Trump’s meeting with Netanyahu a chance to ‘reboot the relationship’
February 14, 2017 - 11:23 pm
WASHINGTON — President Donald Trump, who campaigned for office promising to be “the most pro-Israeli president ever,” is scheduled to meet Wednesday with Israeli Prime Minister Benjamin Netanyahu.
“This president looks at Netanyahu as being sort of a natural partner,” said former Middle East envoy Dennis Ross, who is now with the Washington Institute for Near East Policy. If other summits were doomed to fail, Ross noted, this meeting is “doomed to succeed.”
Relations between President Barack Obama and Netanyahu were notoriously frosty. Obama punctuated the chill in those relations in December when his administration allowed the U.N. Security Council to pass a resolution that condemned the building of new Israeli settlements in Palestinian territory. Any fixation on settlements, said Islamic reformist Zudhi Jasser, “is what the Islamists want” because the controversy puts Israel, not Palestinians, on the defensive.
Wednesday’s meeting presents “an opportunity to reboot the relationship with Israel,” said Jasser, founder of the American Islamic Forum for Democracy.
Trump defended Jewish settlements as a candidate, but the president tweaked his position recently after Netanyahu announced plans to build 2,500 new housing units in the West Bank settlements. White House spokesman Sean Spicer issued a statement that warned that any expansion of settlements “may not be helpful” to the peace process.
Candidate Trump also said he would move the U.S. Embassy to Jerusalem “fairly quickly.” But in an interview with an Israeli newspaper, Israel Hayom, published last week, Trump equivocated. Asked when he would move the embassy, Trump answered, “The embassy is not an easy decision. It has obviously been out there for many, many years, and nobody has wanted to make that decision.”
Presidents George W. Bush and Bill Clinton abandoned similar campaign promises.
“He’s making it clear he’s going to listen to both sides,” said Jasser.
“Right now we don’t know what Donald Trump’s strategy is” on the embassy or settlements, said Abed Ayoub of the American-Arab Anti-Discrimination Committee. He expects more of the policies “we’ve seen in the past,” and that’s “letting Israel get away with whatever it pleases.”
A senior White House official who briefed reporters Tuesday said that Iran will be a critical piece of the discussion. Netanyahu has called the 2015 multinational nuclear pact supported by Obama “a historic mistake.” Trump has branded it “a disaster.”
Former National Security Adviser Michael Flynn put Iran officially “on notice” after Tehran engaged in a ballistic missile test launch. The White House response was to issue new sanctions on 25 Iranians. Both Netanyahu and Trump want to isolate Iran further.
Asked what he plans to do about Iran, Trump told Hayom, “I don’t talk about what I’m planning.”

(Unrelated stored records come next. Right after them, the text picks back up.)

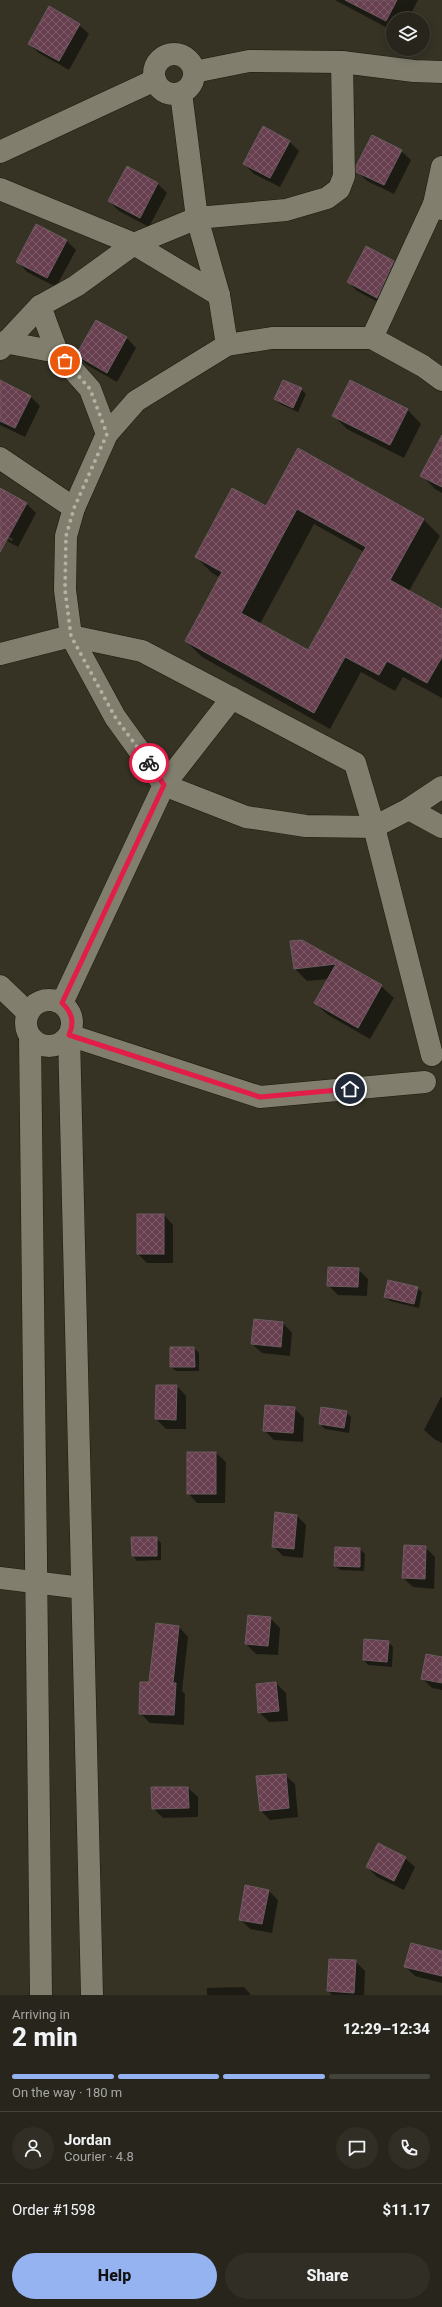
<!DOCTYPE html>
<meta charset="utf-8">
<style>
:root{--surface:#28261c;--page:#302e25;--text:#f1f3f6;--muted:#a5a5a3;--line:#44433b;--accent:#95b2f1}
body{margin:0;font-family:Roboto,sans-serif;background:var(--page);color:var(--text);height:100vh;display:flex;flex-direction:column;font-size:15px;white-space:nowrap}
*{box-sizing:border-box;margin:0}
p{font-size:13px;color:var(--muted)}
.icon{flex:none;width:22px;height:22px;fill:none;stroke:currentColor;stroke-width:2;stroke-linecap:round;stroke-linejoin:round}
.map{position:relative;height:1995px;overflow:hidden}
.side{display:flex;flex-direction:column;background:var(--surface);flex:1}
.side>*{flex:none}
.tools{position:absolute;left:386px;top:12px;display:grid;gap:8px}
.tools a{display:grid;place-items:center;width:44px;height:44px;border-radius:50%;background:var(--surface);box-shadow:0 2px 10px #0003,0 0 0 1px var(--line);font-size:20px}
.pin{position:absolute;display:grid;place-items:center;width:34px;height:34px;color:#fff;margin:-17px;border:2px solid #fff;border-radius:50%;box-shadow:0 1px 4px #0007}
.courier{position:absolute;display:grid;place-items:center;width:40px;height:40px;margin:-20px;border:3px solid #e11d48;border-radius:50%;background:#fff;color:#222;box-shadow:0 1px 5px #0007}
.overview em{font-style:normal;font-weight:800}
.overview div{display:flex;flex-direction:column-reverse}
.overview{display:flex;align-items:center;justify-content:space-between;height:68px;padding:0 12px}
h1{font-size:26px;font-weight:800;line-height:30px}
.bar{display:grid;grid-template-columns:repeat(4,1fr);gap:6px 4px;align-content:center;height:48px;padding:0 12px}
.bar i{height:5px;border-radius:3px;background:var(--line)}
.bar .current{background:var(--accent)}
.bar p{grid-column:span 4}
.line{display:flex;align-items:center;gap:10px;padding:0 12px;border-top:1px solid var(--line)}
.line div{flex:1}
.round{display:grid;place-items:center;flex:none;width:42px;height:42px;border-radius:21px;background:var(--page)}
.cta{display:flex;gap:8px;margin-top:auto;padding:8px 12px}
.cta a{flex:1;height:46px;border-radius:24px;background:var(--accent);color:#111;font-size:16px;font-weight:800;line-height:46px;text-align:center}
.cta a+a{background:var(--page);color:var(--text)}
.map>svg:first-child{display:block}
</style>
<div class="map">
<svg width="442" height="1995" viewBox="0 0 442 1995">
<defs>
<pattern id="building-cross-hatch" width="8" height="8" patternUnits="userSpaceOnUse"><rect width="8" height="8" fill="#683f4f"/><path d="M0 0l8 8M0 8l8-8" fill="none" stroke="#7e5b68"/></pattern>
</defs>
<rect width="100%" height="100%" fill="#363325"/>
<!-- shadow -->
<g fill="#0007" fill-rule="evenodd">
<polygon points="335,0 418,0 408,19 393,19 393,31"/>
<polygon points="79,25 89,34 69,70 39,53 29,44"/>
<polygon points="263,128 290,142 299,151 280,187 254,174 244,164"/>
<polygon points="401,151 411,160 394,194 367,181 357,171"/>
<polygon points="128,167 158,184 167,193 149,227 119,211 109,201"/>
<polygon points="66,240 76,250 56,287 27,272 18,262"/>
<polygon points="393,262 403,272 387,307 357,291 348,282"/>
<polygon points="97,321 127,338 136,348 117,382 87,365 78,355"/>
<polygon points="351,381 408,410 421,424 404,458 347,429 334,416"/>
<polygon points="3,383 31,397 40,406 25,437 0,425 0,389"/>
<polygon points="301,389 306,394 298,412 280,404 276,399"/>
<polygon points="442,448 442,493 435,489 421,475"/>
<path d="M298 450 424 520 440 536 409 591 442 610V698L403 677 395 691 361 672 330 729 202 657 186 641 221 578 212 573 196 557 266 507ZM314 524 364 552 309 652 260 624Z"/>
<polygon points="0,489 26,503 36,513 18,547 0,537 0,535 12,541 13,539 0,532"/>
<polygon points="302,941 381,986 394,998 370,1039 328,1015 315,1003 329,979 307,981 295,969"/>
<polygon points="164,1215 173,1225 173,1263 147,1263 138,1254"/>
<polygon points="358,1269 368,1279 367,1296 338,1295 328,1285"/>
<polygon points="417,1288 422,1292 419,1308 390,1301 385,1296"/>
<polygon points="283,1323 292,1333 290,1356 262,1353 252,1344"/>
<polygon points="194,1348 199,1353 199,1371 176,1371 171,1367"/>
<polygon points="177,1386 186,1396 186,1429 166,1429 156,1419"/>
<polygon points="441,1397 442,1398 442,1443 434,1439 424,1430"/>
<polygon points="294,1408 304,1418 303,1442 274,1440 264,1430"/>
<polygon points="346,1412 351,1417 349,1433 325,1429 320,1424"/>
<polygon points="216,1453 226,1462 225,1503 197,1503 188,1493"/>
<polygon points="297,1516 306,1525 303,1558 283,1556 273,1546"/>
<polygon points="156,1538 161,1543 161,1560 137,1561 133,1556"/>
<polygon points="425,1547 435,1557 434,1589 413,1587 403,1578"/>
<polygon points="360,1549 365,1554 364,1571 340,1570 335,1566"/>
<polygon points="270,1618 280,1628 278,1655 256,1654 246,1644"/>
<polygon points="179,1627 188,1637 182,1691 185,1694 184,1725 150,1723 140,1713"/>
<polygon points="388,1642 393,1647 392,1667 368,1665 364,1660"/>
<polygon points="442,1658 442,1690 432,1688 422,1678"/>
<polygon points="276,1683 286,1693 288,1721 269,1722 259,1712"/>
<polygon points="285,1775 295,1784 298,1817 270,1820 260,1810"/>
<polygon points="188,1788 198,1797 198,1817 163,1818 153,1808"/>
<polygon points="405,1858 415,1867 404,1890 377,1877 367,1867"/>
<polygon points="268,1890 278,1900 272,1933 250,1929 240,1919"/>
<polygon points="442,1952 442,1983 415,1976 405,1966"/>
<polygon points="355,1961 365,1971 364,1995 332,1995 328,1991"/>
<polygon points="244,1987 251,1995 207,1995 207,1988"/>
</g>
<!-- building -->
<g fill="url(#building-cross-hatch)" stroke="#6c5b61" fill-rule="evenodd">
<polygon points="345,0 397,0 386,21"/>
<polygon points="49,6 80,24 59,61 28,44"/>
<polygon points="263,126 290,141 270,178 243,164"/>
<polygon points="372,135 402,150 384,185 356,172 356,166"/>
<polygon points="127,166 158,183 140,218 108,201"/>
<polygon points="36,224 67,240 47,278 16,262"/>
<polygon points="366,246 394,261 377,298 347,282"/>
<polygon points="96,320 127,337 107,373 76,355"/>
<polygon points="0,380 31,396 15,428 0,421"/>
<polygon points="283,380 302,388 293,408 274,399"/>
<polygon points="350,380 408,409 390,445 332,416"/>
<polygon points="442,435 442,487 420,476"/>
<path d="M298 448 424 519 390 580 442 609V657L427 683 387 661 379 675 345 657 314 713 185 641 222 572 195 557 232 488 266 506ZM297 509 366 547 308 650 241 613Z"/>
<polygon points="0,488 27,503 0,552"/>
<polygon points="302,940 382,985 358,1028 314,1003 336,964 294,969 290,941"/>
<rect x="137" y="1214" width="27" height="40"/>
<polygon points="328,1267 359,1268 358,1287 327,1286"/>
<polygon points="388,1280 418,1287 414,1304 384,1297"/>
<polygon points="254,1319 283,1322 281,1347 251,1344"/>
<polygon points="170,1347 194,1347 195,1367 170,1367"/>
<polygon points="156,1385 177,1385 176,1420 155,1419"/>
<polygon points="265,1405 295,1407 293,1433 263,1431"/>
<polygon points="321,1407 347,1411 344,1428 319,1424"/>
<rect x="187" y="1452" width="29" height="42"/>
<polygon points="275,1512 297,1515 294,1549 272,1547"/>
<polygon points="131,1537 157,1537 157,1556 132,1556"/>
<polygon points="404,1545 426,1546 425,1579 402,1578"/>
<polygon points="335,1547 360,1548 360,1567 334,1566"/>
<polygon points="248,1615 271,1617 268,1646 245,1644"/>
<polygon points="156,1623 179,1626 173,1683 176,1683 174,1715 139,1714 140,1682 149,1682"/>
<polygon points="364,1639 389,1641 387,1662 363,1660"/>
<polygon points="426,1654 442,1657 442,1683 421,1679"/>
<polygon points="276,1682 279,1711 258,1713 256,1684"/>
<polygon points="286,1774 289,1808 260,1811 256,1776"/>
<polygon points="151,1787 188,1787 189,1808 152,1809"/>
<polygon points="378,1843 406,1857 394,1881 366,1867"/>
<polygon points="245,1885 269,1890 262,1924 239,1920"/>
<polygon points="411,1943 442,1951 442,1976 404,1967"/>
<polygon points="329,1959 356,1960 354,1993 327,1991"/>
</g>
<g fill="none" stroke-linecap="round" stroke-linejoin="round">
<!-- minor casing -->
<g stroke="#1d1a0e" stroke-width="23">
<g id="minor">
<circle cx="174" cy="74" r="20"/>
<polyline points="194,72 249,61 342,62 414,71 442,72"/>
<polyline points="181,93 197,218 219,295 227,345"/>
<polyline points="0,152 155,80"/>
<polyline points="442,167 434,204 442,209"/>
<polyline points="0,189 134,244"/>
<polyline points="219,295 134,244 197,218 286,210 327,198 339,189 344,176 342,62"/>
<polyline points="372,338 434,204"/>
<polyline points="4,342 57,352"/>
<polyline points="0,349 40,306"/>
<polyline points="442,380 423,366 372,338 272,338 227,345 136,401 107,434 74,508 66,536 65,590 71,636 115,717 164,785 246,817 306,826 374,827 409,809 442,787"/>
<polyline points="107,434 90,389 57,352 40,306 76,286 134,244"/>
<polyline points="0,458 74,508"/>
<polyline points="0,654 71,636 142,651 355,763 374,827 432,1055"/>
<polyline points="409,809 442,827"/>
<polyline points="0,986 28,1013"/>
<circle cx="49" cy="1023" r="23"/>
<polyline points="62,1003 164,785 232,698"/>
<polyline points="30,1036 41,1995"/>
<polyline points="0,1578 82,1588"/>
<polyline points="92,1995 69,1035 260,1097 425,1082"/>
</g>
</g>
<!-- minor -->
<use href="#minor" stroke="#817e6e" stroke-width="22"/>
</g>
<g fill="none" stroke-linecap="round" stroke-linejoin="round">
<!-- done -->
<polyline stroke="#b3b1a6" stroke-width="4" stroke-dasharray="0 7.2" points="65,361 90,389 107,434 74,508 66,536 65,590 71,636 115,717 149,763"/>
<!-- route -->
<path stroke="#e11d48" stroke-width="5" d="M149 763 164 785 62 1003C72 1012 75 1022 69 1035L260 1097 350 1089"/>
</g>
</svg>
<div class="tools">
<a><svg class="icon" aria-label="layers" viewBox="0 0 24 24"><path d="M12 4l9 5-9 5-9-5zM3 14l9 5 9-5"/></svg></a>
</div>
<div class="pin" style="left:65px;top:361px;background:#ea580c"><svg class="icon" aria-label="bag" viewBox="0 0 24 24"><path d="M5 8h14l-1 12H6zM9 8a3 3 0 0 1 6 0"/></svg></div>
<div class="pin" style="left:350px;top:1089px;background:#1f2937"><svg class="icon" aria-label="home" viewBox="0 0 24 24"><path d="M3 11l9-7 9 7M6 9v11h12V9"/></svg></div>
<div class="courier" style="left:149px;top:763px"><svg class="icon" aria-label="bike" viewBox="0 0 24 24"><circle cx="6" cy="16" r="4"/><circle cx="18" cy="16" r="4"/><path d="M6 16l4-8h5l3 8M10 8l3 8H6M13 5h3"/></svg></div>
</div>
<section class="side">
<div class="overview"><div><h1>2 min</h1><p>Arriving in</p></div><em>12:29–12:34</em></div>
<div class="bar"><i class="current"></i><i class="current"></i><i class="current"></i><i></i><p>On the way · 180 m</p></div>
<div class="line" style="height:72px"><a class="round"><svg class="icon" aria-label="person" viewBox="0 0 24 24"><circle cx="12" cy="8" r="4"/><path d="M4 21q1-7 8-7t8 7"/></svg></a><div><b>Jordan</b><p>Courier · 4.8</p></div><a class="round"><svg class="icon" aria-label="chat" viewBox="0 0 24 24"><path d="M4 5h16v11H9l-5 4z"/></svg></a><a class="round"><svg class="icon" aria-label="phone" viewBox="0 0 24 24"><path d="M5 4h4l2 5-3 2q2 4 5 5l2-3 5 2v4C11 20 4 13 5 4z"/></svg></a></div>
<div class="line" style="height:52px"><div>Order #1598</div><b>$11.17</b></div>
<div class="cta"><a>Help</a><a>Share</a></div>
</section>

(The Hayom interview took place on Thursday. That evening, Las Vegas Sands Corp. Chairman and CEO Sheldon Adelson, who owns Israel Hayom, and his wife, Miriam, had dinner with Trump at the White House. The Adelsons donated as much as $21 million to pro-Trump campaigns in 2016 and are staunch supporters of Netanyahu.)
Former diplomat Elliott Abrams, who served in the administrations of Bush and Ronald Reagan, sees the Trump White House engaging in an “inside-out” strategy: “Instead of using an Israeli-Palestinian deal to improve Israel’s relations with the Arab states, use Israel’s relations with the Arab states to advance an Israeli-Palestinian peace deal,” he explained in The Weekly Standard.
This new emphasis seems likely to replace Foggy Bottom’s decades-long quest for a “two-state solution” — that would create an independent Palestinian state alongside Israel — at a time many see the Palestinians as incapable or uninterested in negotiating a long-term solution.
“A two-state solution that doesn’t bring peace is not a goal that anybody wants to achieve,” the senior White House official said. “Peace is the goal. Whether it comes in the form of a two-state solution if that’s what the parties want or something else, if that’s what the parties want, we’re going to help them.”
Asked his definition of a two-state solution, the official answered, “If I ask five people what a two-state solution is, I get eight different answers.”